* [TASK DESCRIPTION] The answer should consist of the records below, repeated exactly, and no pictures.

####################

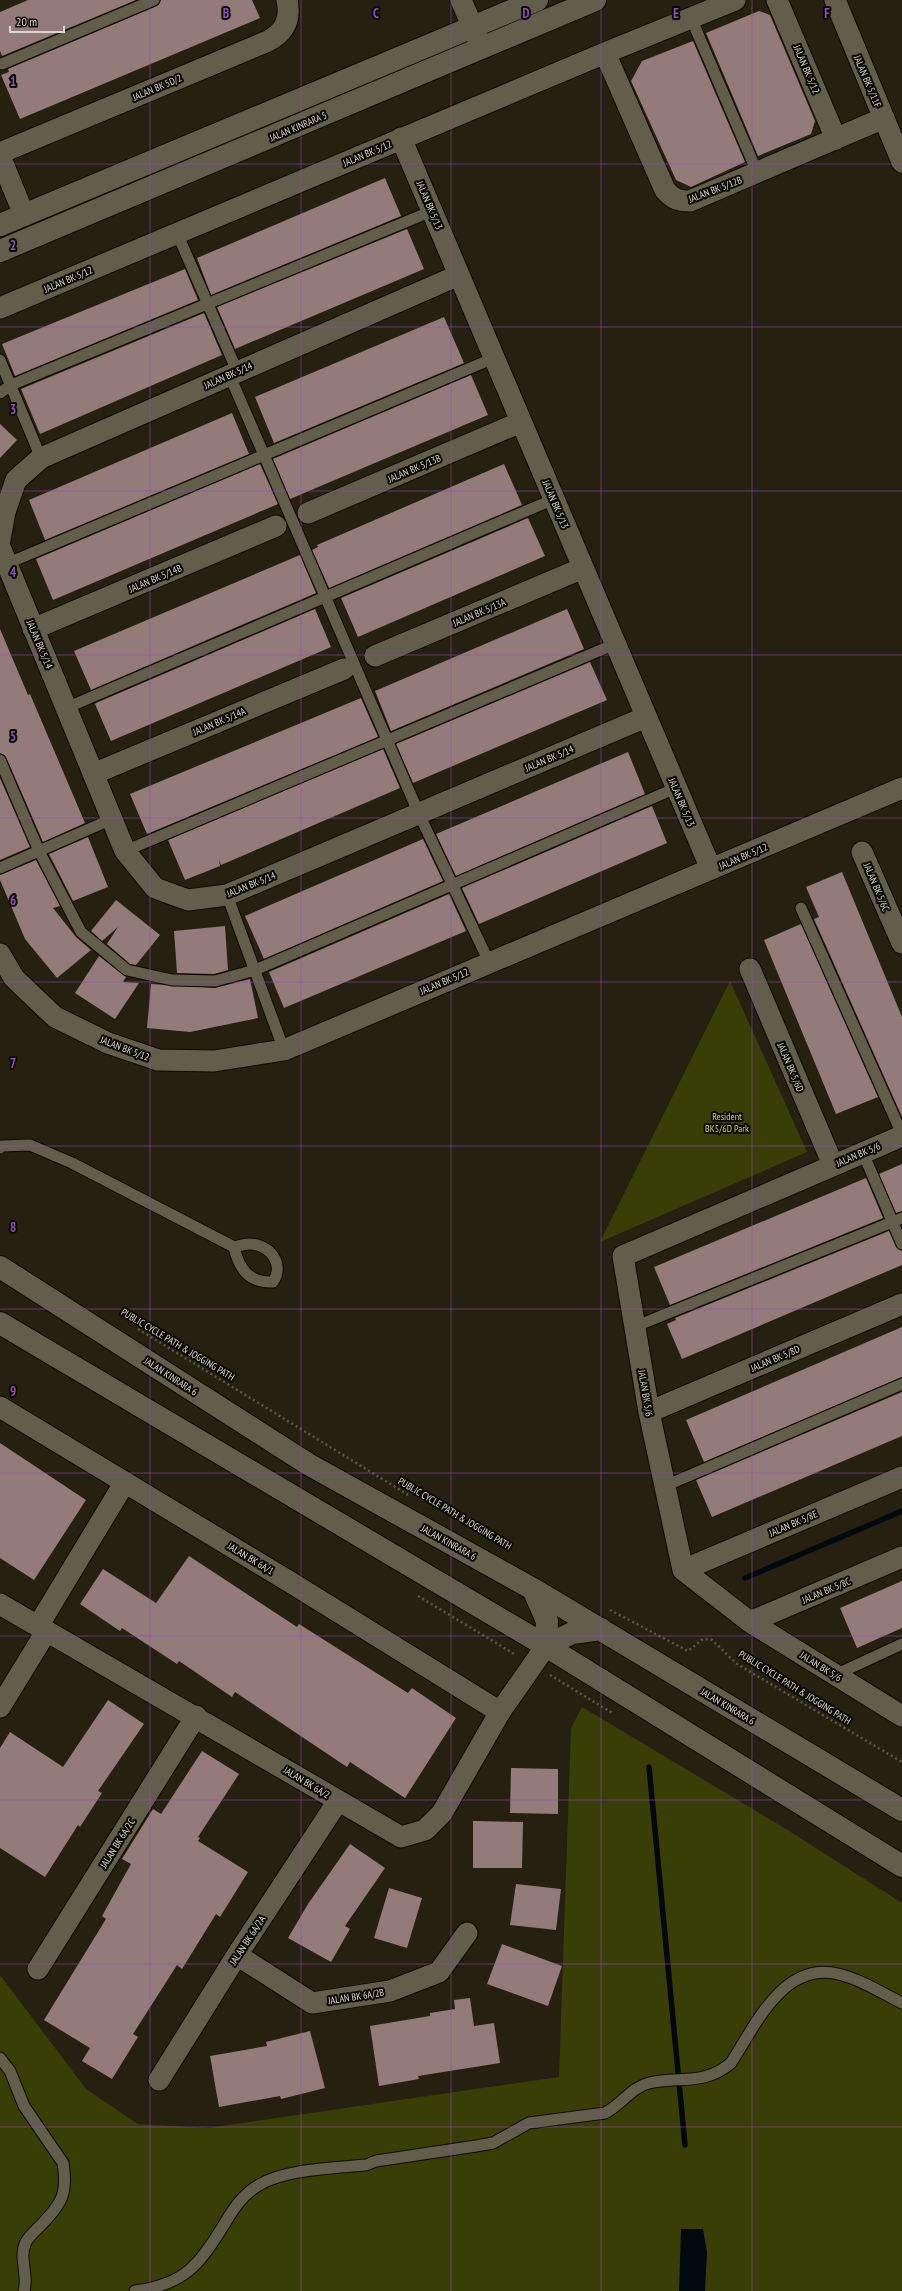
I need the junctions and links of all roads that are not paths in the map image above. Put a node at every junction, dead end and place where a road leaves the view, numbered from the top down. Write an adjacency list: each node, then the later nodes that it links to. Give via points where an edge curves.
1 (154, 0): 13 (lane)
2 (287, 0): 17 (street, JALAN BK 5D/2, via 289,18 285,27 268,41)
3 (461, 0): 10 (street)
4 (537, 0): 10 (main road)
5 (595, 0): 11 (main road, JALAN KINRARA 5)
6 (735, 0): 9 (street, JALAN BK 5/12)
7 (777, 0): 16 (street, JALAN BK 5/12)
8 (835, 0): 14 (street, JALAN BK 5/11F)
9 (691, 18): 12 (street, JALAN BK 5/12); 19 (lane)
10 (473, 27): 11 (street); 21 (main road)
11 (482, 48): 22 (main road, JALAN KINRARA 5)
12 (605, 53): 15 (street, JALAN BK 5/12); 19 (street, JALAN BK 5/12B, via 665,190 671,197 679,201 690,201)
13 (2, 64)
14 (884, 118): 16 (street, JALAN BK 5/12B); 18 (street, JALAN BK 5/11F)
15 (401, 138): 20 (street, JALAN BK 5/13); 24 (street, JALAN BK 5/12)
16 (836, 139): 19 (street, JALAN BK 5/12B)
17 (0, 155): 21 (street)
18 (902, 162)
19 (757, 172)
20 (432, 211): 26 (street, JALAN BK 5/13); 27 (lane)
21 (24, 215): 22 (main road, via 51,220); 23 (main road); 25 (main road, via 20,228)
22 (80, 218): 25 (main road, JALAN KINRARA 5)
23 (0, 225)
24 (177, 233): 27 (lane); 28 (street, JALAN BK 5/12)
25 (0, 251)
26 (459, 275): 29 (street, JALAN BK 5/13); 31 (street, JALAN BK 5/14)
27 (208, 304): 31 (lane); 32 (lane)
28 (0, 308)
29 (494, 358): 34 (street, JALAN BK 5/13); 35 (lane)
30 (0, 360): 32 (lane)
31 (233, 372): 35 (lane); 36 (street, JALAN BK 5/14)
32 (10, 385): 33 (lane); 36 (lane)
33 (0, 393)
34 (521, 422): 37 (street, JALAN BK 5/13); 38 (street, JALAN BK 5/13B)
35 (264, 455): 41 (lane); 43 (lane)
36 (41, 458): 40 (street, JALAN BK 5/14, via 16,480 5,512)
37 (554, 499): 42 (street, JALAN BK 5/13); 43 (lane)
38 (308, 513)
39 (276, 526): 44 (street, JALAN BK 5/14B)
40 (0, 540)
41 (3, 555): 44 (street, JALAN BK 5/14)
42 (583, 568): 45 (street, JALAN BK 5/13); 46 (street, JALAN BK 5/13A)
43 (325, 597): 48 (lane); 50 (lane)
44 (33, 629): 48 (street, JALAN BK 5/14)
45 (615, 644): 49 (street, JALAN BK 5/13); 50 (lane)
46 (375, 656)
47 (344, 669): 52 (street, JALAN BK 5/14A)
48 (66, 708): 52 (street, JALAN BK 5/14)
49 (646, 717): 53 (street, JALAN BK 5/13); 55 (street, JALAN BK 5/14)
50 (387, 742): 55 (lane); 58 (lane)
51 (0, 760): 57 (lane)
52 (93, 774): 56 (street, JALAN BK 5/14)
53 (676, 788): 61 (street, JALAN BK 5/13); 62 (lane)
54 (902, 788): 61 (street, JALAN BK 5/12)
55 (418, 814): 62 (lane); 63 (street, JALAN BK 5/14)
56 (112, 819): 57 (lane); 58 (street, JALAN BK 5/14)
57 (39, 851): 60 (lane); 69 (lane, via 81,932 127,970 172,980 215,981)
58 (125, 851): 63 (street, JALAN BK 5/14, via 155,888 188,900)
59 (862, 852): 65 (street, JALAN BK 5/6C)
60 (0, 868)
61 (711, 869): 67 (street, JALAN BK 5/12)
62 (453, 886): 67 (lane); 69 (lane)
63 (227, 895): 69 (lane)
64 (801, 908): 71 (lane)
65 (902, 943)
66 (0, 954): 70 (street, JALAN BK 5/12, via 14,978 55,1017 108,1043 158,1060 214,1061)
67 (489, 962): 70 (street, JALAN BK 5/12)
68 (750, 969): 74 (street, JALAN BK 5/6D)
69 (254, 970): 70 (lane)
70 (284, 1050)
71 (902, 1134): 73 (street, JALAN BK 5/6)
72 (0, 1148): 77 (lane, via 30,1144)
73 (863, 1152): 74 (street, JALAN BK 5/6); 75 (lane)
74 (833, 1166): 81 (street, JALAN BK 5/6, via 623,1256)
75 (897, 1220): 76 (lane); 81 (lane)
76 (902, 1244)
77 (234, 1247)
78 (0, 1267): 90 (main road, JALAN KINRARA 6, via 308,1464)
79 (902, 1304): 84 (street, JALAN BK 5/8D)
80 (0, 1323): 96 (main road)
81 (634, 1327): 84 (street, JALAN BK 5/6)
82 (902, 1384): 87 (lane)
83 (0, 1407): 86 (street, JALAN BK 6A/1)
84 (649, 1412): 87 (street, JALAN BK 5/6)
85 (902, 1477): 89 (street, JALAN BK 5/8E)
86 (125, 1482): 93 (street); 99 (street, JALAN BK 6A/1)
87 (665, 1486): 89 (street, JALAN BK 5/6)
88 (902, 1557): 92 (street, JALAN BK 5/8C)
89 (683, 1570): 92 (street, JALAN BK 5/6)
90 (533, 1589): 94 (main road, JALAN KINRARA 6); 96 (main road, via 547,1621)
91 (0, 1604): 93 (street, JALAN BK 6A/2)
92 (750, 1622): 97 (street, JALAN BK 5/6)
93 (42, 1629): 98 (street); 100 (street, JALAN BK 6A/2)
94 (601, 1629): 96 (main road, via 572,1633); 103 (main road, JALAN KINRARA 6)
95 (902, 1644): 97 (lane)
96 (546, 1646): 99 (street, JALAN BK 6A/2); 104 (main road)
97 (835, 1675): 101 (street, JALAN BK 5/6)
98 (0, 1707)
99 (500, 1712): 102 (street, JALAN BK 6A/2, via 442,1813 425,1830 401,1837)
100 (196, 1716): 102 (street, JALAN BK 6A/2); 107 (street, JALAN BK 6A/2C)
101 (902, 1716)
102 (338, 1801): 106 (street, JALAN BK 6A/2A)
103 (902, 1810)
104 (902, 1866)
105 (467, 1933): 106 (street, JALAN BK 6A/2B, via 439,1972 390,1991 312,2003)
106 (237, 1955): 110 (street, JALAN BK 6A/2A)
107 (38, 1969)
108 (902, 2003): 112 (lane, via 837,1974 815,1973 802,1977 777,1994 731,2063 722,2071 695,2080 649,2083 640,2087 616,2108 605,2113 529,2123 493,2143 271,2179 259,2184 236,2205 210,2247 186,2274 157,2288)
109 (0, 2058): 111 (lane, via 10,2071 24,2106 63,2163 65,2174 64,2198 26,2242 22,2256 26,2283)
110 (159, 2080)
111 (24, 2291)
112 (135, 2291)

####################

* [RESULT BELOW]
I need the junctions and links of all roads that are not paths in the map image above. Put a node at every junction, dead end and place where a road leaves the view, numbered from the top down. Write an adjacency list: each node, then the later nodes that it links to. Give via points where an edge curves.
1 (154, 0): 13 (lane)
2 (287, 0): 17 (street, JALAN BK 5D/2, via 289,18 285,27 268,41)
3 (461, 0): 10 (street)
4 (537, 0): 10 (main road)
5 (595, 0): 11 (main road, JALAN KINRARA 5)
6 (735, 0): 9 (street, JALAN BK 5/12)
7 (777, 0): 16 (street, JALAN BK 5/12)
8 (835, 0): 14 (street, JALAN BK 5/11F)
9 (691, 18): 12 (street, JALAN BK 5/12); 19 (lane)
10 (473, 27): 11 (street); 21 (main road)
11 (482, 48): 22 (main road, JALAN KINRARA 5)
12 (605, 53): 15 (street, JALAN BK 5/12); 19 (street, JALAN BK 5/12B, via 665,190 671,197 679,201 690,201)
13 (2, 64)
14 (884, 118): 16 (street, JALAN BK 5/12B); 18 (street, JALAN BK 5/11F)
15 (401, 138): 20 (street, JALAN BK 5/13); 24 (street, JALAN BK 5/12)
16 (836, 139): 19 (street, JALAN BK 5/12B)
17 (0, 155): 21 (street)
18 (902, 162)
19 (757, 172)
20 (432, 211): 26 (street, JALAN BK 5/13); 27 (lane)
21 (24, 215): 22 (main road, via 51,220); 23 (main road); 25 (main road, via 20,228)
22 (80, 218): 25 (main road, JALAN KINRARA 5)
23 (0, 225)
24 (177, 233): 27 (lane); 28 (street, JALAN BK 5/12)
25 (0, 251)
26 (459, 275): 29 (street, JALAN BK 5/13); 31 (street, JALAN BK 5/14)
27 (208, 304): 31 (lane); 32 (lane)
28 (0, 308)
29 (494, 358): 34 (street, JALAN BK 5/13); 35 (lane)
30 (0, 360): 32 (lane)
31 (233, 372): 35 (lane); 36 (street, JALAN BK 5/14)
32 (10, 385): 33 (lane); 36 (lane)
33 (0, 393)
34 (521, 422): 37 (street, JALAN BK 5/13); 38 (street, JALAN BK 5/13B)
35 (264, 455): 41 (lane); 43 (lane)
36 (41, 458): 40 (street, JALAN BK 5/14, via 16,480 5,512)
37 (554, 499): 42 (street, JALAN BK 5/13); 43 (lane)
38 (308, 513)
39 (276, 526): 44 (street, JALAN BK 5/14B)
40 (0, 540)
41 (3, 555): 44 (street, JALAN BK 5/14)
42 (583, 568): 45 (street, JALAN BK 5/13); 46 (street, JALAN BK 5/13A)
43 (325, 597): 48 (lane); 50 (lane)
44 (33, 629): 48 (street, JALAN BK 5/14)
45 (615, 644): 49 (street, JALAN BK 5/13); 50 (lane)
46 (375, 656)
47 (344, 669): 52 (street, JALAN BK 5/14A)
48 (66, 708): 52 (street, JALAN BK 5/14)
49 (646, 717): 53 (street, JALAN BK 5/13); 55 (street, JALAN BK 5/14)
50 (387, 742): 55 (lane); 58 (lane)
51 (0, 760): 57 (lane)
52 (93, 774): 56 (street, JALAN BK 5/14)
53 (676, 788): 61 (street, JALAN BK 5/13); 62 (lane)
54 (902, 788): 61 (street, JALAN BK 5/12)
55 (418, 814): 62 (lane); 63 (street, JALAN BK 5/14)
56 (112, 819): 57 (lane); 58 (street, JALAN BK 5/14)
57 (39, 851): 60 (lane); 69 (lane, via 81,932 127,970 172,980 215,981)
58 (125, 851): 63 (street, JALAN BK 5/14, via 155,888 188,900)
59 (862, 852): 65 (street, JALAN BK 5/6C)
60 (0, 868)
61 (711, 869): 67 (street, JALAN BK 5/12)
62 (453, 886): 67 (lane); 69 (lane)
63 (227, 895): 69 (lane)
64 (801, 908): 71 (lane)
65 (902, 943)
66 (0, 954): 70 (street, JALAN BK 5/12, via 14,978 55,1017 108,1043 158,1060 214,1061)
67 (489, 962): 70 (street, JALAN BK 5/12)
68 (750, 969): 74 (street, JALAN BK 5/6D)
69 (254, 970): 70 (lane)
70 (284, 1050)
71 (902, 1134): 73 (street, JALAN BK 5/6)
72 (0, 1148): 77 (lane, via 30,1144)
73 (863, 1152): 74 (street, JALAN BK 5/6); 75 (lane)
74 (833, 1166): 81 (street, JALAN BK 5/6, via 623,1256)
75 (897, 1220): 76 (lane); 81 (lane)
76 (902, 1244)
77 (234, 1247)
78 (0, 1267): 90 (main road, JALAN KINRARA 6, via 308,1464)
79 (902, 1304): 84 (street, JALAN BK 5/8D)
80 (0, 1323): 96 (main road)
81 (634, 1327): 84 (street, JALAN BK 5/6)
82 (902, 1384): 87 (lane)
83 (0, 1407): 86 (street, JALAN BK 6A/1)
84 (649, 1412): 87 (street, JALAN BK 5/6)
85 (902, 1477): 89 (street, JALAN BK 5/8E)
86 (125, 1482): 93 (street); 99 (street, JALAN BK 6A/1)
87 (665, 1486): 89 (street, JALAN BK 5/6)
88 (902, 1557): 92 (street, JALAN BK 5/8C)
89 (683, 1570): 92 (street, JALAN BK 5/6)
90 (533, 1589): 94 (main road, JALAN KINRARA 6); 96 (main road, via 547,1621)
91 (0, 1604): 93 (street, JALAN BK 6A/2)
92 (750, 1622): 97 (street, JALAN BK 5/6)
93 (42, 1629): 98 (street); 100 (street, JALAN BK 6A/2)
94 (601, 1629): 96 (main road, via 572,1633); 103 (main road, JALAN KINRARA 6)
95 (902, 1644): 97 (lane)
96 (546, 1646): 99 (street, JALAN BK 6A/2); 104 (main road)
97 (835, 1675): 101 (street, JALAN BK 5/6)
98 (0, 1707)
99 (500, 1712): 102 (street, JALAN BK 6A/2, via 442,1813 425,1830 401,1837)
100 (196, 1716): 102 (street, JALAN BK 6A/2); 107 (street, JALAN BK 6A/2C)
101 (902, 1716)
102 (338, 1801): 106 (street, JALAN BK 6A/2A)
103 (902, 1810)
104 (902, 1866)
105 (467, 1933): 106 (street, JALAN BK 6A/2B, via 439,1972 390,1991 312,2003)
106 (237, 1955): 110 (street, JALAN BK 6A/2A)
107 (38, 1969)
108 (902, 2003): 112 (lane, via 837,1974 815,1973 802,1977 777,1994 731,2063 722,2071 695,2080 649,2083 640,2087 616,2108 605,2113 529,2123 493,2143 271,2179 259,2184 236,2205 210,2247 186,2274 157,2288)
109 (0, 2058): 111 (lane, via 10,2071 24,2106 63,2163 65,2174 64,2198 26,2242 22,2256 26,2283)
110 (159, 2080)
111 (24, 2291)
112 (135, 2291)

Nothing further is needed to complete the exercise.